Informal collectors and repair shops dominate the e-waste market in rural areas across sub-Saharan Africa, in Kenya there are only two registered formal recyclers [one is Solar E-Waste Challenge winner WEEE Centre], both based in Nairobi. “The majority of solar products use lithium-ion batteries, like our lanterns and e-mobility solutions. As li-ion batteries don’t have a high market value, they are not as useful to collectors as the lead-acid batteries. We can’t just make these products available and leave. We need to think the whole way and what we are bringing into the region,” explained Anthony Mutua, e-waste Coordinator at WeTu.
The Global LEAP Awards Solar E-Waste Challenge
WeTu applied for the Solar E-Waste Challenge to address the growing levels of EoL solar lanterns stored in their hubs. Their Global LEAP Awards Solar E-Waste Challenge has three main components:
- Sensitize and incentivize community members and stakeholders to return e-waste
- Establish their seven hubs as e-waste collection points
- Develop an e-waste pre-processing/dismantling plant at their newest hub
Through social marketing, WeTu aims to educate the community on the dangers and risks of e-waste and offer incentives for users to return products to designated safe locations rather than disposing of them at home.

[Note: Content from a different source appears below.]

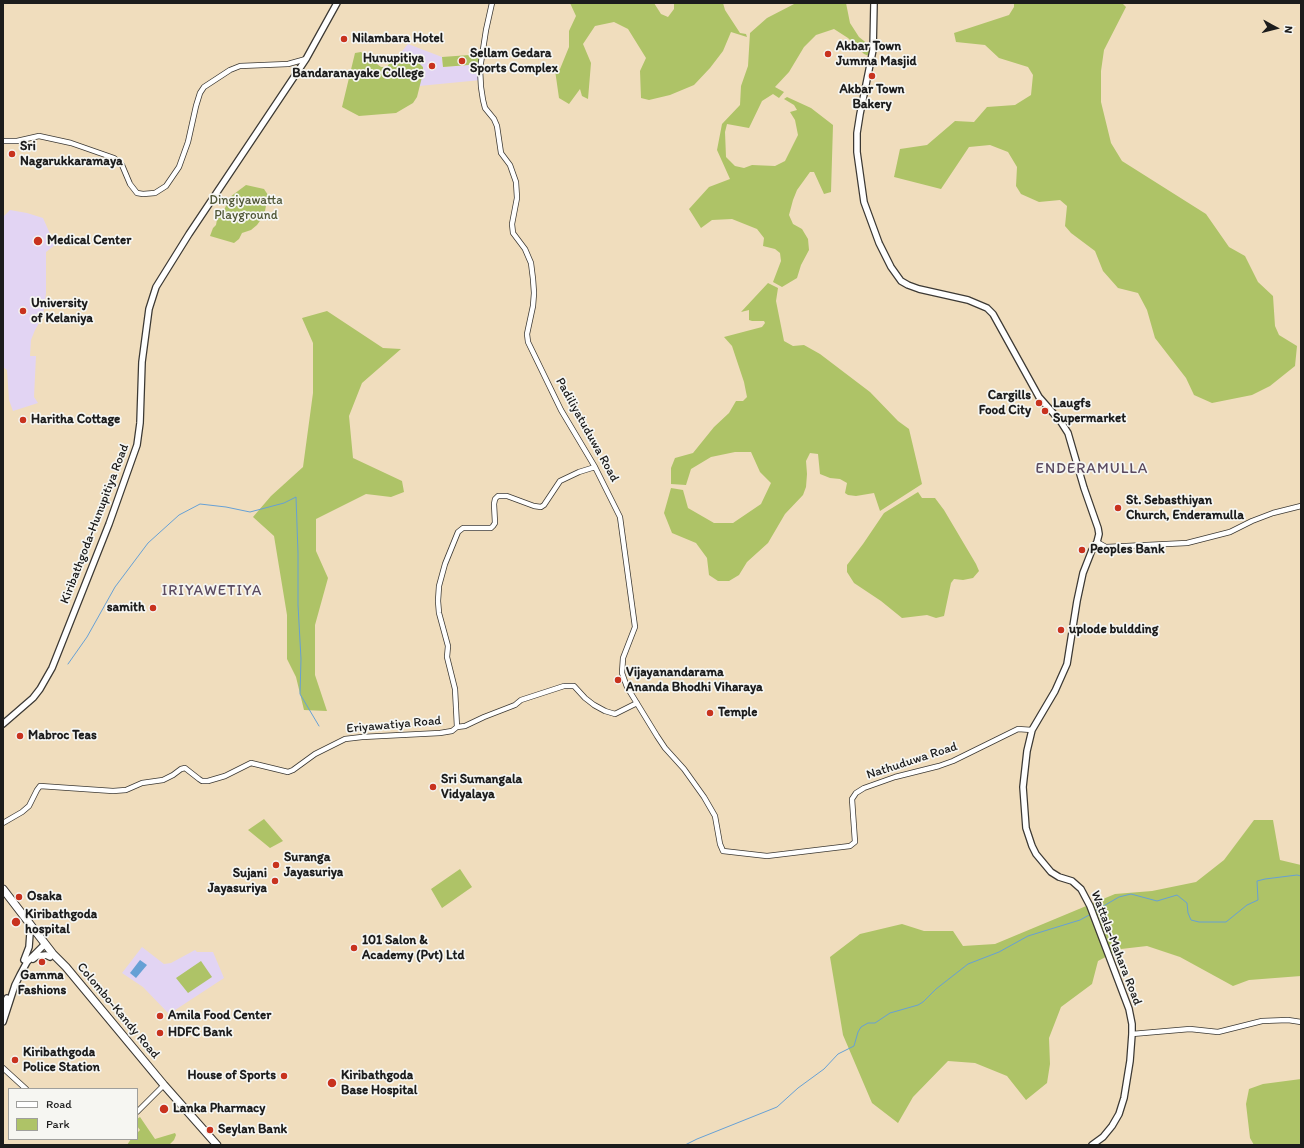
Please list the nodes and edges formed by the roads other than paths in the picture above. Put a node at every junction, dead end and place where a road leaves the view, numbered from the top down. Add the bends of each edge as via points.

WeTu will use non-cash incentives, like drinking water or fishing lantern vouchers to incentivize community members and a cash-based program for the informal sector.
“Our goal with this project is to demonstrate a sustainable e-waste value chain that leverages on a community-integrated organization structure. We want to show other organizations across sub-Saharan Africa with similar projects that introducing e-waste sensitization into your model will add value to both the community and your business,” said Omondi.